Comme disait Amélie, Jay Dee est mort, vive Sundae ! Le passé s’éloigne, le futur aussi, seul le présent se rapproche un peu plus tous les jours. La force du maintenant c’est de rester possible, jusqu’à la mort. Le monde de demain était censé nous appartenir, et bien voila. Nous y sommes. Certains font des enfants, d’autres des carrières ou des voyages, qui l’eu cru. Dans le nouveau monde des hubs, nous sommes tous des logisticiens, condamnés à vivre sans âge, dans une éternelle adolescence arboricole, jonglant d’intérêts en intérêts, de désirs en satisfactions comme on passe de branches en branches. La connectique est subtile, on ne crache ni sur le gite, ni sur une boussole. Voila pourquoi trofor. L’énergie, la vivacité, tous ces moteurs de la connerie, sont les dieux de la culture au jour le jour. Pas le temps de me répandre sur les sessions freestyle chez Youri ou sur les hip-hop soul party de DJ cut sunder, pas le temps d’aller prendre des cours de danse chez Colette ni d’aller faire le James Band au Baron Baron avec Jimmy Castor, pas le temps de faire de la concurrence a Radio Roro en streaming underground, pas le temps de revenir sur le fabuleux passage au chipset 939 d’AMD, pas le temps de repartir en conquete pariétale parisienne, pas le temps d’écrire un édito ou a peine le temps.
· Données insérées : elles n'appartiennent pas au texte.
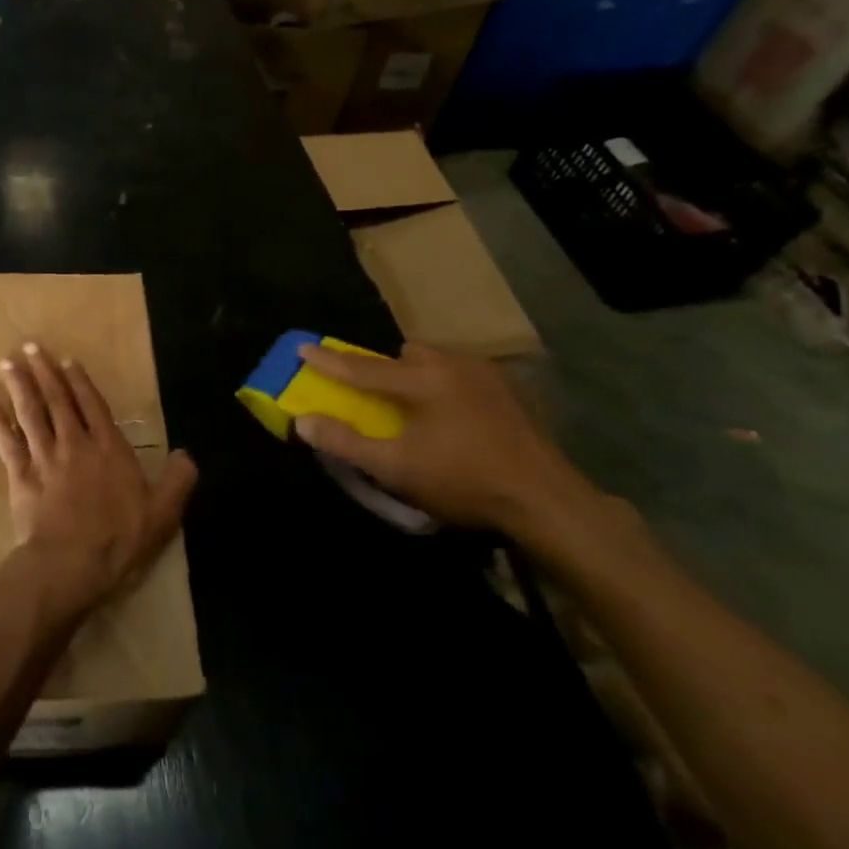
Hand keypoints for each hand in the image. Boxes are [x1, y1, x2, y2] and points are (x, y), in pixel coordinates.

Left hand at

En conséquence, et pour mieux divertir les trofornautes de tous les continents, le Comité de la Teuf Parisienne se réunira au cours d’une ou de plusieurs séances, dans des lieux inconnus a une dates tenues secrètes. Le Comité statuera, entre autre, sur l’épineuse question que pose l’attitude a adopter vis-a-vis du radical mouvement transfrontalier tout droit venu du Delaware méditerranéen : The Waffen Coolo. Soyez vigilant car comme dit Dader : les dés sont dans les airs…

BON MORALES

Posté il y a 2 années 5 mois à 2:09. 0 commentaire

Nous sommes tous Boliviens. En fait, nous sommes tous des Indiens de Bolivie. Kohn Bendit disait “nous sommes tous des juifs allemands”, Colombani disait “nous sommes tous des Américains” et pour compléter le tableau, Trofor.com déclare : “nous sommes tous des indiens de Bolivie”. Heureux aujourd’hui de voir cet homme pieds nus se recueillir au nom d’un pays tout entier, et finalement d’une partie entière de l’humanité, sur les vestiges du Temple du Soleil. Il aura fallu 500 ans pour que les missionnaires catholiques assoiffés d’or et de sang écoutent enfin la voix de l’Indien. C’est sur cette poussée mystique que Trofor.com souhaite commencer l’année, en espérant que tous les vœux d’Evo s’accompliront et que les prochaines chutes de neiges en Europe ne seront pas dues au froid sibérien mais à sa bonne cocaïne bolivienne.